Me lembro como se fosse hoje. Foi em uma tarde de 2003. Eu e meus…

Me lembro como se fosse hoje. Foi em uma tarde de 2003. Eu e meus amigos, incluindo meu vizinho e melhor amigo, o Pedro, fomos para uma há muito fechada lan house na Praça Tamandaré, uma das únicas três que existiam na cidade. Entediados de jogar Counter-Strike, abrimos por curiosidade um outro título: Warcraft III – Reign of Chaos. Dali em diante, é difícil lembrar quando nós jogamos outra coisa. O ano foi muito significativo: a Fantasia havia acabado de sair do armário e estava na crista da onda: Harry Potter era um sucesso absoluto e O Senhor dos Anéis – O Retorno do Rei ia entrar pra história vencendo 11 Oscars. Jogar Warcraft é uma experiência envolvente que acumula fãs fiéis há 20 anos. Aí estava o maior desafio de Warcraft – O Primeiro Encontro Entre Dois Mundos: como agradar tanto quem cresceu com os jogos e quem nunca ouviu falar neles ao mesmo tempo?

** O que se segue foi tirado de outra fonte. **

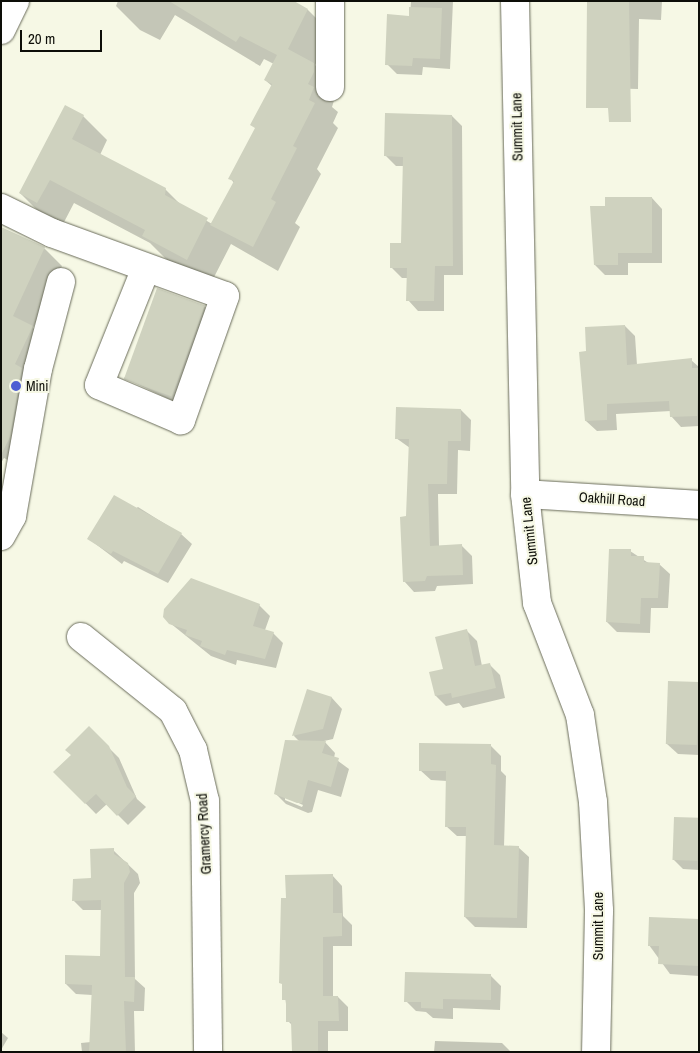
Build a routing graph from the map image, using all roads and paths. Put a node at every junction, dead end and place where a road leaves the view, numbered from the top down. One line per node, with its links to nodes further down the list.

Para tentar resolver este problema, a Blizzard Entertainment e a Legendary Pictures colocaram a bronca nas mãos de um fã: o diretor Duncan Jones. O processo de levar Warcraft para telona se arrasta desde 2006, encabeçado por Sam Raimi, então colhendo os louros do sucesso esmagador de Homem-Aranha 1 e 2. Anos se passaram até Raimi abandonar o projeto definitivamente e Jones assumir no final de 2011 após fazer seus dois primeiros filmes (Lunar de 2009 e Contra o Tempo, de 2011). Expectativas estavam altas: poderia este filme finalmente romper a sina das adaptações ruins de video game, maldição que nem mesmo a toda-poderosa Disney conseguiu romper com Príncipe da Pérsia?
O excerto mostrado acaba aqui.